Cooper was Born in New York City on February 12, 1791. He was a dedicated tinkerer, and industrialist.
His first business was a glue factory on Sunfish Pond in Kips Bay. It was successful, showing a profit of $10,000 within 2 years. Unfortunately the effluent from this factory eventually polluted the pond so badly that in 1839, it was drained and filled.
In 1828, Cooper started investing in 3000 acres in Maryland. He had previously been informed of the proposed Baltimore and Ohio Railroad (B&O Railroad for Monopoly enthusiasts) and expected that the land prices would be driven up. He drained swampland, and flattened hills, in the process discovering iron ore. With this fortuitous find, he saw another opportunity, with a market for iron rails in the B&O. The B&O was having technical problems, and Cooper saw yet another opportunity.
In 1830, Cooper cobbled together a locomotive, the Tom Thumb, using various old parts, such as, musket barrels, and small-scale steam engines. The locomotive was successful, and prompted investors to buy stock in B&O, giving the company the ability to buy Cooper's iron rails. This gave Cooper his first fortune.
Cooper continued to produce iron, being the first person to successfully use anthracite coal to puddle iron in 1836. He moved his iron rolling mill from New York to Trenton, NJ on the Delaware river later to be close to the raw materials.

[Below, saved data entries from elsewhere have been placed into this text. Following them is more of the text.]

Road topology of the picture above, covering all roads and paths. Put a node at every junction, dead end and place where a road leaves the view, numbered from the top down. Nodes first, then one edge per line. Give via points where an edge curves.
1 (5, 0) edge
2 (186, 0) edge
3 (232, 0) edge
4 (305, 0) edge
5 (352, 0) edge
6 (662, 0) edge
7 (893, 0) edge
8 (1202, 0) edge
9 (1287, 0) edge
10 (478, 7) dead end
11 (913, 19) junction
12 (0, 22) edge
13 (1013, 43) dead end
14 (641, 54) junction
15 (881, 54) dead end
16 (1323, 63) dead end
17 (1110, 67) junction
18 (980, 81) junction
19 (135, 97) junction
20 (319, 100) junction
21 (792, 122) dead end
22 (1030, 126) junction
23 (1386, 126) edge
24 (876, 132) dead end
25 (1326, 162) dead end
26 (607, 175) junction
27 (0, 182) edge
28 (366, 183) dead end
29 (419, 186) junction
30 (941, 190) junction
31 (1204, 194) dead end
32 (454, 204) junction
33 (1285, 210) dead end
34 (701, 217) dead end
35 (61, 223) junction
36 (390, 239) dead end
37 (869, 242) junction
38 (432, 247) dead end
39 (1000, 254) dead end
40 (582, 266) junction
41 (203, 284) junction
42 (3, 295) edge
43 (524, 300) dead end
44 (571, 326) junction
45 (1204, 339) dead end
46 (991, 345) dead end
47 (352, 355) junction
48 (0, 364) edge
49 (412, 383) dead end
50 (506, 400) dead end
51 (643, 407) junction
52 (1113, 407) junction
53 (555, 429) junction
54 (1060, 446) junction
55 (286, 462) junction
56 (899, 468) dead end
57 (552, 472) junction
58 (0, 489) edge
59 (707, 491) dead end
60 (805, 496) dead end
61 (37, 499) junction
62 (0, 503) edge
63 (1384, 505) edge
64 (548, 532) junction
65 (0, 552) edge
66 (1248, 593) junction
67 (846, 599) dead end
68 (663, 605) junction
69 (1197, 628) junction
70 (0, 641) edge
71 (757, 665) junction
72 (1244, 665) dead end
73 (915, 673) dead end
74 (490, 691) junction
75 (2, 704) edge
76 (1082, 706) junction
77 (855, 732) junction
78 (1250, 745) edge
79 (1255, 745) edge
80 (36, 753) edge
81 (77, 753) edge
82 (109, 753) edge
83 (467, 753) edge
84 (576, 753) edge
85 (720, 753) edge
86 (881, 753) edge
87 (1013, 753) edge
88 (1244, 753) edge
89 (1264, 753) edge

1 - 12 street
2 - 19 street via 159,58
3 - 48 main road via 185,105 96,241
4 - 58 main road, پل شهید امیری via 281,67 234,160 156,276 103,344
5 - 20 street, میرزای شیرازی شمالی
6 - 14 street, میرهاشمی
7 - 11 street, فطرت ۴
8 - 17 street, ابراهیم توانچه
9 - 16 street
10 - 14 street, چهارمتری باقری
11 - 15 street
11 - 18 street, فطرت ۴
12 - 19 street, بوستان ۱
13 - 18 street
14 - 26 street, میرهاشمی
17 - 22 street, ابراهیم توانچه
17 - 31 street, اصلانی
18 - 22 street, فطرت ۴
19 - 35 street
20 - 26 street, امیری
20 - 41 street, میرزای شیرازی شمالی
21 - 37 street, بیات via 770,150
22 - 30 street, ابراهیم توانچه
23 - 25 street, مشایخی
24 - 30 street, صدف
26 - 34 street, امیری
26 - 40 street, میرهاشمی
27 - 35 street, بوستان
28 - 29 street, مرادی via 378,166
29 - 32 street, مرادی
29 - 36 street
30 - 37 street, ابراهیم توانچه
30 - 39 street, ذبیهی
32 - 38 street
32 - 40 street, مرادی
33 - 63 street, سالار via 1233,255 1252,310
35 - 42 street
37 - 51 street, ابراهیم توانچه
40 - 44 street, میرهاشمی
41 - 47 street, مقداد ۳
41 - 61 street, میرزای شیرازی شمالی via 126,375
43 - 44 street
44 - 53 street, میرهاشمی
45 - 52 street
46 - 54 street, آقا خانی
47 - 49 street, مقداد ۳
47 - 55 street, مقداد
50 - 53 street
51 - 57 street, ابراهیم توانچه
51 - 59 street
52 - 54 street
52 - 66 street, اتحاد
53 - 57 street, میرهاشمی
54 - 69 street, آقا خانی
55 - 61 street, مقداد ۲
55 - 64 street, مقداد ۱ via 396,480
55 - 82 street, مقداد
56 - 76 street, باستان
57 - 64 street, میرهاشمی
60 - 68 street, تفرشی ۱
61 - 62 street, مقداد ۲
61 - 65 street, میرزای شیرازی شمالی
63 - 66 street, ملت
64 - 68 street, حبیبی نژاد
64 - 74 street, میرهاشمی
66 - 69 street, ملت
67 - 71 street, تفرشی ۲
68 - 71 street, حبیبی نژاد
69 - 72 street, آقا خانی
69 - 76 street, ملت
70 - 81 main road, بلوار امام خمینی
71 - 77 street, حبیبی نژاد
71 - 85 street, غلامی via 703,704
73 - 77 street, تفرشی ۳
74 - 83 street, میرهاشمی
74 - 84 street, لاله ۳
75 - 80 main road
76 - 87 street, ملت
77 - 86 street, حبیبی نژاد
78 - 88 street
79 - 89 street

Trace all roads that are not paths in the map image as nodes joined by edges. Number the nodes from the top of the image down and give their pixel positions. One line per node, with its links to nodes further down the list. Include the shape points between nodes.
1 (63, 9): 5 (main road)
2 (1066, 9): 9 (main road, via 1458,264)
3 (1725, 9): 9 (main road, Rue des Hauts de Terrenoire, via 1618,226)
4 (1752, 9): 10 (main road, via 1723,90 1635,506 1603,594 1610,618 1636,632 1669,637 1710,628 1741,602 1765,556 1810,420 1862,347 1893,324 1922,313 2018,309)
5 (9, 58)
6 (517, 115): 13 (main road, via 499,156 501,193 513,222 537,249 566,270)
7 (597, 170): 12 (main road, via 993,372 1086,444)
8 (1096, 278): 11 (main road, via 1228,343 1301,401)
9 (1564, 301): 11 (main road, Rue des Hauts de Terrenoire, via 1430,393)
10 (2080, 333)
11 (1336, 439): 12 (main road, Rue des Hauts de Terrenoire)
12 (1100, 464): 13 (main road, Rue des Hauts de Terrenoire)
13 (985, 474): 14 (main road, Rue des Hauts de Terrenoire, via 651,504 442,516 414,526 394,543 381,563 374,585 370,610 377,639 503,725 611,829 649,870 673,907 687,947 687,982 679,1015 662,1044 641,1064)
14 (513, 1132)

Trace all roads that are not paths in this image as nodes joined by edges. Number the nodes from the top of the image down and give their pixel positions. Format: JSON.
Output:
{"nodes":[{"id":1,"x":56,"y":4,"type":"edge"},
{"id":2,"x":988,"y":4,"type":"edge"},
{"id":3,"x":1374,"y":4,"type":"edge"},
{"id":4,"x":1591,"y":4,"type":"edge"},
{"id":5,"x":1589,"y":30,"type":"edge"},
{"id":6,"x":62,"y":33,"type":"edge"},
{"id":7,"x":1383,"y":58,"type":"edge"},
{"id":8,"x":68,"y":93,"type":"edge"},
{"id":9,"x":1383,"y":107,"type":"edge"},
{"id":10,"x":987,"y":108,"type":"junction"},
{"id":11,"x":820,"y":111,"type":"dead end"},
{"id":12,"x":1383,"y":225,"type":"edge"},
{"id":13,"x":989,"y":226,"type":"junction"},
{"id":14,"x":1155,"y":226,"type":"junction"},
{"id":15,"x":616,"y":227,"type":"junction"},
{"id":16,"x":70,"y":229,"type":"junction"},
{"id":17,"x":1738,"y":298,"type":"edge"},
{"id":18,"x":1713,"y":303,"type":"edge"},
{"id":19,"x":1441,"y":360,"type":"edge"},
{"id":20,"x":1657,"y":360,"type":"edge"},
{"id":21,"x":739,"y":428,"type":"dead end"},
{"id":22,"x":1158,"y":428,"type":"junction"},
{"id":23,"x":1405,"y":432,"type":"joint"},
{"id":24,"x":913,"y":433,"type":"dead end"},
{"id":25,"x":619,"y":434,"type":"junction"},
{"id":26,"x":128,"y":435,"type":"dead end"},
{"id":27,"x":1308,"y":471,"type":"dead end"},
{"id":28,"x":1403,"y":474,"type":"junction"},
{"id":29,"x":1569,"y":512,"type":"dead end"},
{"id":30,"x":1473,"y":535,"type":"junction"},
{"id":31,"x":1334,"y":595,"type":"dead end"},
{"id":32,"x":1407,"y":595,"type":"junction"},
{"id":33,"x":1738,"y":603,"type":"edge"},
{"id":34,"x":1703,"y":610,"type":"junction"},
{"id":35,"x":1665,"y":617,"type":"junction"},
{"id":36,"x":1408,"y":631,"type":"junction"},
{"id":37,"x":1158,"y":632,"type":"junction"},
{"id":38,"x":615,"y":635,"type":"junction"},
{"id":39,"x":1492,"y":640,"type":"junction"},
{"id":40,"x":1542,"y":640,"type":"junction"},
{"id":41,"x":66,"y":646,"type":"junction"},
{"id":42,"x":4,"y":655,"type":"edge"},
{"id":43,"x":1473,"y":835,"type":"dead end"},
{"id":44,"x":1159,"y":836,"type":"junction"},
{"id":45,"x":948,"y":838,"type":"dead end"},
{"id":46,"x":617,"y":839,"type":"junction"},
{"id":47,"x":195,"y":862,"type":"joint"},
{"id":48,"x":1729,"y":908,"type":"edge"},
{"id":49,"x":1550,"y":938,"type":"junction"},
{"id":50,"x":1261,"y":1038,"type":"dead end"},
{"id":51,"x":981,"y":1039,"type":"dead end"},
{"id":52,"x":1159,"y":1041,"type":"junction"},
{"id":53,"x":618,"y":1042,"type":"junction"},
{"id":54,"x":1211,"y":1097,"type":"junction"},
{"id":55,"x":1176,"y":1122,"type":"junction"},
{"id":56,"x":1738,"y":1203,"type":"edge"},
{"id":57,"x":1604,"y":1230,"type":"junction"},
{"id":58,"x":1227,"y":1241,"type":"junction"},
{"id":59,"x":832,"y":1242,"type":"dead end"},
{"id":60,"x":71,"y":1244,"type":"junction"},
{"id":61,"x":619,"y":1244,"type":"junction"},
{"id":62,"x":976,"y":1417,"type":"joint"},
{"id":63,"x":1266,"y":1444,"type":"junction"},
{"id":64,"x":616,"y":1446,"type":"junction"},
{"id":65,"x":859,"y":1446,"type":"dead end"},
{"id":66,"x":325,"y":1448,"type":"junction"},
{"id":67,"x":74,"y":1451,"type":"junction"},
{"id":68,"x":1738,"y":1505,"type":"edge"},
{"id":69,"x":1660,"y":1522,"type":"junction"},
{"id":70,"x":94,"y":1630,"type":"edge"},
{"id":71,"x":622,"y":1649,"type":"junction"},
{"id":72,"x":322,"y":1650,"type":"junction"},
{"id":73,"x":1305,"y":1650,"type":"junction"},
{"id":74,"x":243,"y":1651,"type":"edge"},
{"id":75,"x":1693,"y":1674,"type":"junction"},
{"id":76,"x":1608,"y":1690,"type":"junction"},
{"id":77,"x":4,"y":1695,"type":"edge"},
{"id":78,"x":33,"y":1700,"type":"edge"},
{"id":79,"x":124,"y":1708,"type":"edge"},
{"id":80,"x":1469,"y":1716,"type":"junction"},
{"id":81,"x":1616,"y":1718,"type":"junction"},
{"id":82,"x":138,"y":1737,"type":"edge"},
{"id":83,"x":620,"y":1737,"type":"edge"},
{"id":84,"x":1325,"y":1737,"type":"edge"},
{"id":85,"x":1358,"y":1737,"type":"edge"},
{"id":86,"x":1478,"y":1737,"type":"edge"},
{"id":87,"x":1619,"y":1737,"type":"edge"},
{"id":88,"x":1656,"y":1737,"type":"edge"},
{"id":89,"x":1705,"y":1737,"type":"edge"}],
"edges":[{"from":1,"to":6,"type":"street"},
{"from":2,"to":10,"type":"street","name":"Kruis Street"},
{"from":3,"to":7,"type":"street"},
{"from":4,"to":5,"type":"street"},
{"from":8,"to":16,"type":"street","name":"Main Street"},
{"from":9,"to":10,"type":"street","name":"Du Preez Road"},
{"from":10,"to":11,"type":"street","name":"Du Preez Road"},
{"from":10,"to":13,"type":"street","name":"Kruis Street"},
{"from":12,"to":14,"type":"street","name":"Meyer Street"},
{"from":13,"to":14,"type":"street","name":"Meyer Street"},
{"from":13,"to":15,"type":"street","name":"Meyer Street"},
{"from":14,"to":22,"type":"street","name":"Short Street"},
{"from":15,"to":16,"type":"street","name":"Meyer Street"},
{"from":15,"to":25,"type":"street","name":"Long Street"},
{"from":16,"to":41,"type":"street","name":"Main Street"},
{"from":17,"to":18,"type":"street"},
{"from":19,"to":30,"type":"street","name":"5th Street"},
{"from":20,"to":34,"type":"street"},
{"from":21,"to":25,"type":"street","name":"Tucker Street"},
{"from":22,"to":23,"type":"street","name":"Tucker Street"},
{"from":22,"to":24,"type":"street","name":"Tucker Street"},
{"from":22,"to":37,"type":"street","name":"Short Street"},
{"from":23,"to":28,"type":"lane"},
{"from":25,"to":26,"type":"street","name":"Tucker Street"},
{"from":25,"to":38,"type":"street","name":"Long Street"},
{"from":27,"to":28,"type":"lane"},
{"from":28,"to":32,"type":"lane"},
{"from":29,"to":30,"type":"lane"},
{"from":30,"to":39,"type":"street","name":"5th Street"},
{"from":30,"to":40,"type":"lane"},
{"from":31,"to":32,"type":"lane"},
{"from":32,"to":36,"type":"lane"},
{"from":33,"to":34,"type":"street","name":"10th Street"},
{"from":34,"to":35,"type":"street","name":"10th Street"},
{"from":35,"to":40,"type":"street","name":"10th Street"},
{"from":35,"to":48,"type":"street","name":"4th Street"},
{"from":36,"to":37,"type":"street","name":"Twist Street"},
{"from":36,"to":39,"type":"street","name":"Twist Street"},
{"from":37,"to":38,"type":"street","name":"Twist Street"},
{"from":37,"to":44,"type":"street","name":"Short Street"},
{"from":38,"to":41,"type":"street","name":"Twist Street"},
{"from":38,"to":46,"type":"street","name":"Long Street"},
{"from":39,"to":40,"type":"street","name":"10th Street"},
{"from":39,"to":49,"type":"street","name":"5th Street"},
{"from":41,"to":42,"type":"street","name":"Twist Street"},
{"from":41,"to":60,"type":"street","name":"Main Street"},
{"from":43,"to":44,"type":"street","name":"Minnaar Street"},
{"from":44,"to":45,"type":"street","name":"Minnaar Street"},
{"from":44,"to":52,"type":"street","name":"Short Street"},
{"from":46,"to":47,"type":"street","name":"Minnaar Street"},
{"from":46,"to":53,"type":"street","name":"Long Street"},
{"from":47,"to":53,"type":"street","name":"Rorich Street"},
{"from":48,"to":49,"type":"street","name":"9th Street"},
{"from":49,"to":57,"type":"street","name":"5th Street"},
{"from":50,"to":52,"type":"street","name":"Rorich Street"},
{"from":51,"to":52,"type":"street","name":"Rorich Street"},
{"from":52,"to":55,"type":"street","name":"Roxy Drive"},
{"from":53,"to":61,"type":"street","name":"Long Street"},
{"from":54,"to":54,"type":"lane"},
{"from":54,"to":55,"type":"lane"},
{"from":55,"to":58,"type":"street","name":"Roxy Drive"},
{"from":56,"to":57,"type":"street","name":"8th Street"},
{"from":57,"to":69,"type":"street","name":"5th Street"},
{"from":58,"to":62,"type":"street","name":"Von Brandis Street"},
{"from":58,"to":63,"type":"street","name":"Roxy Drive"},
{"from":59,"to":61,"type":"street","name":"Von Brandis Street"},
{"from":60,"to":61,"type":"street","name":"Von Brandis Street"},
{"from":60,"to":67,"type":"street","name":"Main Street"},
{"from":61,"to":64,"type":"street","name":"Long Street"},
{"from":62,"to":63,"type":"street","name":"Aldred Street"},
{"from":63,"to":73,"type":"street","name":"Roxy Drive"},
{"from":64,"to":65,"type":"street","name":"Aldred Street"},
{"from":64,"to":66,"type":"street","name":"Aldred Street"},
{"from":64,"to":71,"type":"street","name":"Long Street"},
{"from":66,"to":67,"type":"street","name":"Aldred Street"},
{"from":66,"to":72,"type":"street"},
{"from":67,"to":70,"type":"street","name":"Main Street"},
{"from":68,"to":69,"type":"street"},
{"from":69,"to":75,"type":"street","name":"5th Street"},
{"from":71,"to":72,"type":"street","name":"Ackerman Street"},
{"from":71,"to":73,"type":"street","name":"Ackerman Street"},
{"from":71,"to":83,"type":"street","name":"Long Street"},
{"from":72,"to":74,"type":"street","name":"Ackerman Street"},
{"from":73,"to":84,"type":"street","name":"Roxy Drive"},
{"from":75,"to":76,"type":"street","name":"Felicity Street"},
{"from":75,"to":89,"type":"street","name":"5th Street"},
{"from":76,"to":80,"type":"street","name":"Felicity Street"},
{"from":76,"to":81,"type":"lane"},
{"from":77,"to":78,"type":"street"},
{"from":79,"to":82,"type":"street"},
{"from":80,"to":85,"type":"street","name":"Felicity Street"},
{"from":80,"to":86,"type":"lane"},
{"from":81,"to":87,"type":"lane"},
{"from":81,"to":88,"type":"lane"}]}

Around this time, Cooper started investing in real estate and insurance, becoming one of the richest men in New York City. In spite of his wealth, he lived modestly, limiting his household staff to two servants, and when his wife bought an expensive carriage, he brought it back, to buy a cheaper, less ostentatious carriage.
In 1854, Cooper was one of the founders of the New York, Newfoundland, and London Telegraph Company, and a year later helped found the American Telegraph Company. In 1858, he helped supervise the laying of the first Transatlantic telegraph cable.
Cooper had an active political life. In 1840, he became an alderman of New York City. He was active in the anti-slavery movement in the years leading up to the Civil War.
Cooper was also a critic of the debt-based monetary system of bank currency, and the gold standard. During the Depression of 1873-1878, he argued that usury was the most significant political problem of the day. He advocated for a credit-based, government issued currency.
In 1876, Cooper ran for president on the Greenback Party Ticket. He is, to date, the oldest person ever nominated by any political party as a candidate for the US Presidency.
Cooper's political legacy extended to his family, Cooper's son, Edward, and his son-in-law Abram S. Hewitt, both served as Mayor of New York City.
In 1853, Cooper began what may be his greatest legacy. He conceived of a free institute in NY, which would offer free practical education to adults in the mechanical arts and sciences. This was similar to the École Polytechnique in Paris, France. In that year, ground was broken for the Cooper Union for the Advancement of Science and Art, a private college which continues to be recognized as a top American college in the fields of architecture, art, and engineering, and still awards ALL of its students full scholarships.
Cooper died at the age of 92, and is buried in Greenwood Cemetery, in Brooklyn.